Precision and Accuracy in DECIMAL Calculations
1. Characteristics of DECIMAL Calculations
1.1. Calculation Logic
In DolphinDB, a DECIMAL value is divided into two parts for storage: a raw integer containing the raw data, and a scale denoting the number of decimal places. For example, the decimal value 1.23 with a precision of 2 decimal places would be stored as the raw integer 123 and the scale: 2. This storage approach allows calculations to be performed directly on the integer data to avoid precision loss.

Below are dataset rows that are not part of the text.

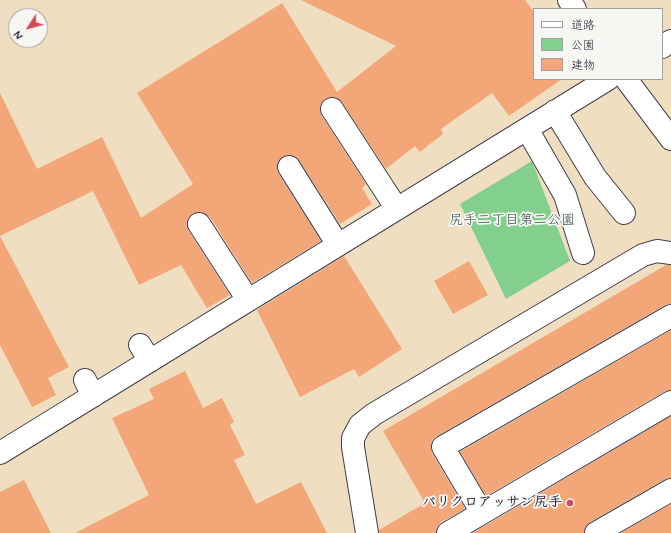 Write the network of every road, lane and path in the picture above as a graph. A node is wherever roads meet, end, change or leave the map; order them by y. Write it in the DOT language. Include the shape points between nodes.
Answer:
graph roads {
  1 [pos="606,80"];
  2 [pos="627,80"];
  3 [pos="332,108"];
  4 [pos="556,111"];
  5 [pos="527,129"];
  6 [pos="669,133"];
  7 [pos="289,167"];
  8 [pos="397,209"];
  9 [pos="624,213"];
  10 [pos="200,224"];
  11 [pos="338,245"];
  12 [pos="671,253"];
  13 [pos="584,254"];
  14 [pos="248,300"];
  15 [pos="671,316"];
  16 [pos="671,402"];
  17 [pos="0,453"];
  18 [pos="671,490"];
  19 [pos="482,513"];
  20 [pos="367,533"];
  21 [pos="448,533"];
  22 [pos="596,533"];
  1 -- 4 [label="street"];
  2 -- 6 [label="street"];
  3 -- 8 [label="street"];
  4 -- 5 [label="street"];
  4 -- 9 [label="street" via="595,177"];
  5 -- 8 [label="street"];
  5 -- 13 [label="street" via="565,195"];
  7 -- 11 [label="street"];
  8 -- 11 [label="street"];
  10 -- 14 [label="street"];
  11 -- 14 [label="street"];
  12 -- 20 [label="street" via="657,251 643,255 374,414 360,425 353,438 353,447"];
  14 -- 17 [label="street" via="145,353 89,388"];
  15 -- 19 [label="street" via="443,447"];
  16 -- 19 [label="street"];
  18 -- 22 [label="street"];
  19 -- 21 [label="street"];
}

When calculating DECIMAL values with functions that return Floating results, calculations are first performed on the integers. The eventual result is converted to Floating type to avoid precision loss during calculation. For example, when calculating the average of DECIMAL32(2) values [1.11, 2.22, 3.33], DolphinDB first computes the sum of the integers 111 + 222 + 333 = 666
, and then converts the result to DOUBLE type and divides by the count double(666) / 10^2 / 3 = 2.22
.
For the rules of DECIMAL arithmetic operations, see DECIMAL Data Type.
1.2. Data Types of Results
This section discusses the return types when a computational function takes DECIMAL values as inputs.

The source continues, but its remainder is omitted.